*** EXERCISE MATERIALS ***
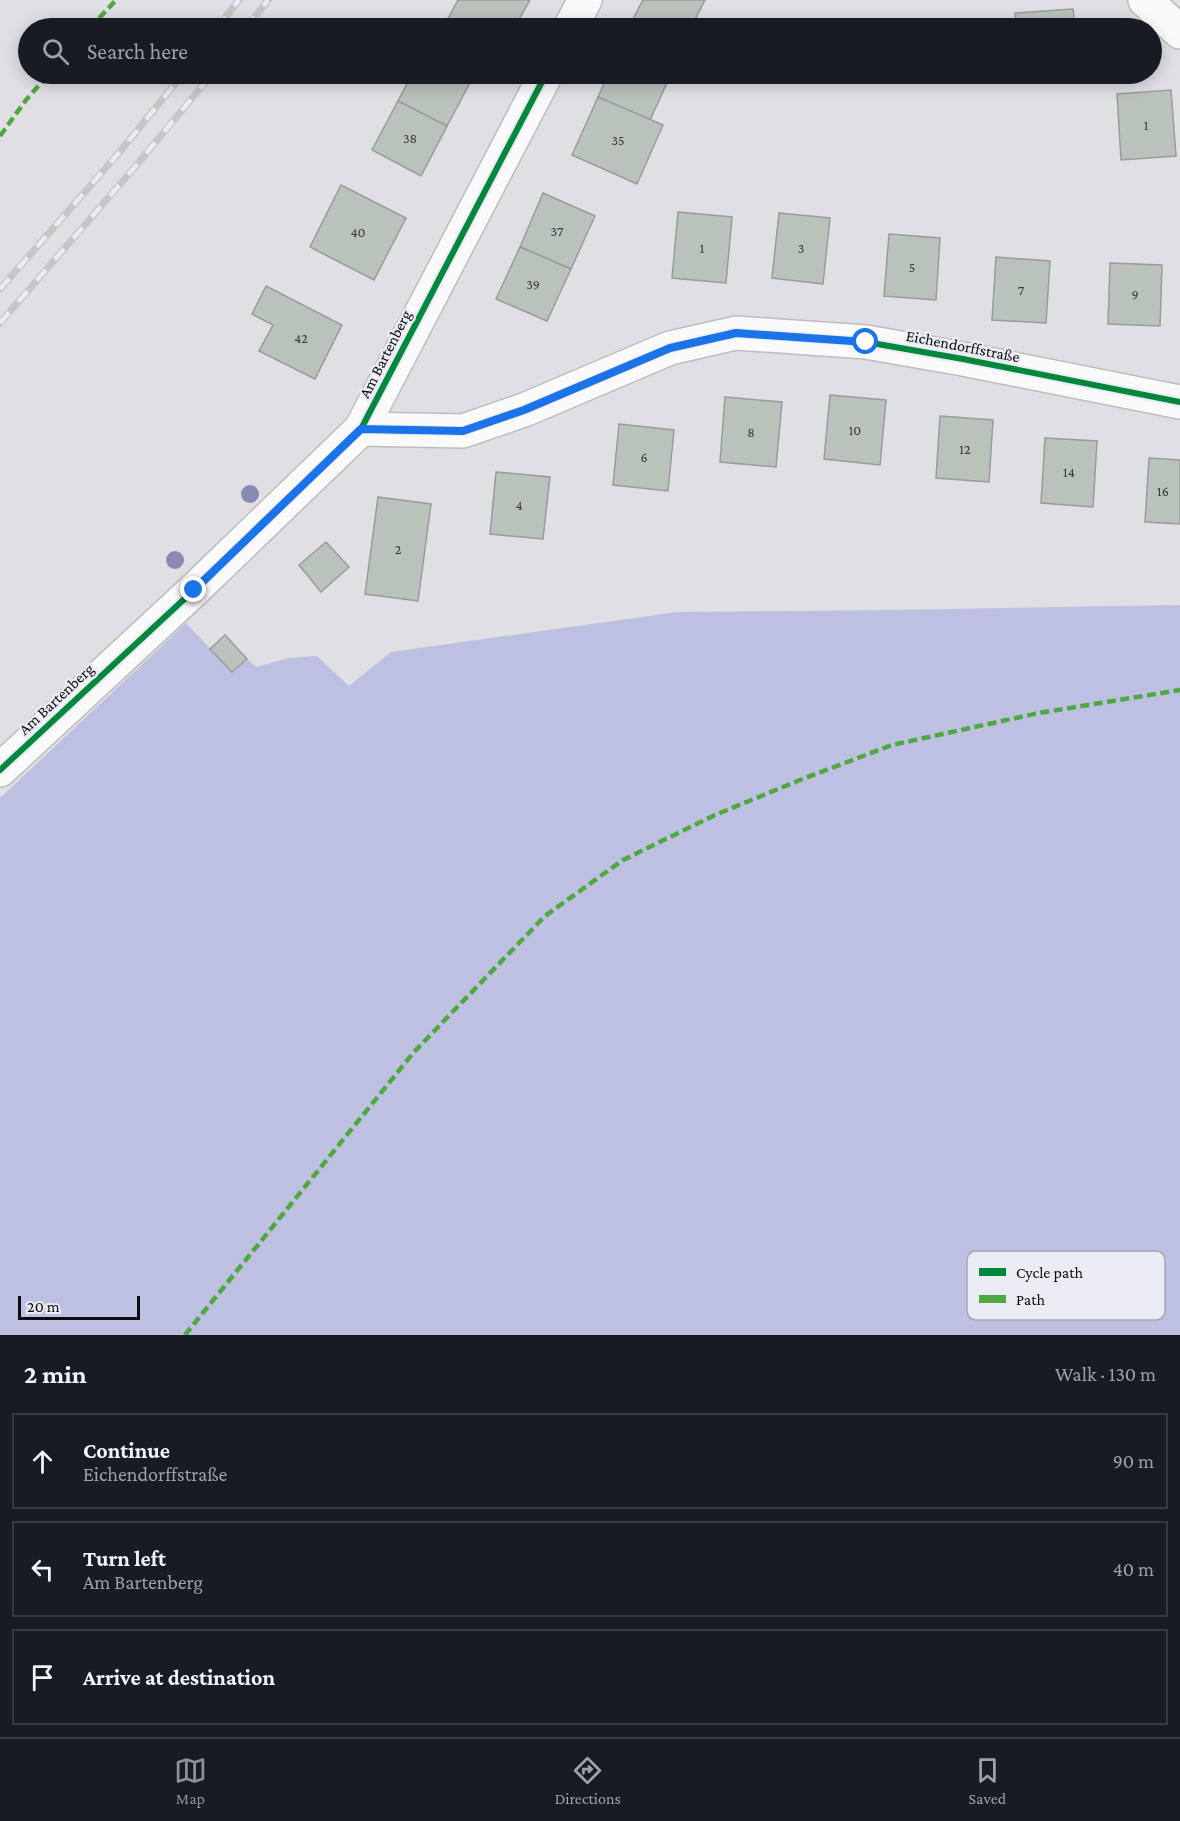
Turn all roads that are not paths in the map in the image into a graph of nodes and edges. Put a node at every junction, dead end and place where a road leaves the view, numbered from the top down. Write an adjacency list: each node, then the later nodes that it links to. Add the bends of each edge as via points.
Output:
1 (585, 0): 3 (street)
2 (1145, 0): 4 (street)
3 (575, 18)
4 (1180, 32)
5 (541, 84): 7 (street, Am Bartenberg)
6 (1180, 402): 7 (street, Eichendorffstraße, via 866,342 736,333 670,348 524,410 463,431)
7 (361, 429): 8 (street, Am Bartenberg)
8 (0, 770)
*** End of EXERCISE MATERIALS ***
> PROBLEM DESCRIPTION:
Print the data once more without any change, skipping each picture.

> OUTPUT FOR THIS TASK:
Turn all roads that are not paths in the map in the image into a graph of nodes and edges. Put a node at every junction, dead end and place where a road leaves the view, numbered from the top down. Write an adjacency list: each node, then the later nodes that it links to. Add the bends of each edge as via points.
Output:
1 (585, 0): 3 (street)
2 (1145, 0): 4 (street)
3 (575, 18)
4 (1180, 32)
5 (541, 84): 7 (street, Am Bartenberg)
6 (1180, 402): 7 (street, Eichendorffstraße, via 866,342 736,333 670,348 524,410 463,431)
7 (361, 429): 8 (street, Am Bartenberg)
8 (0, 770)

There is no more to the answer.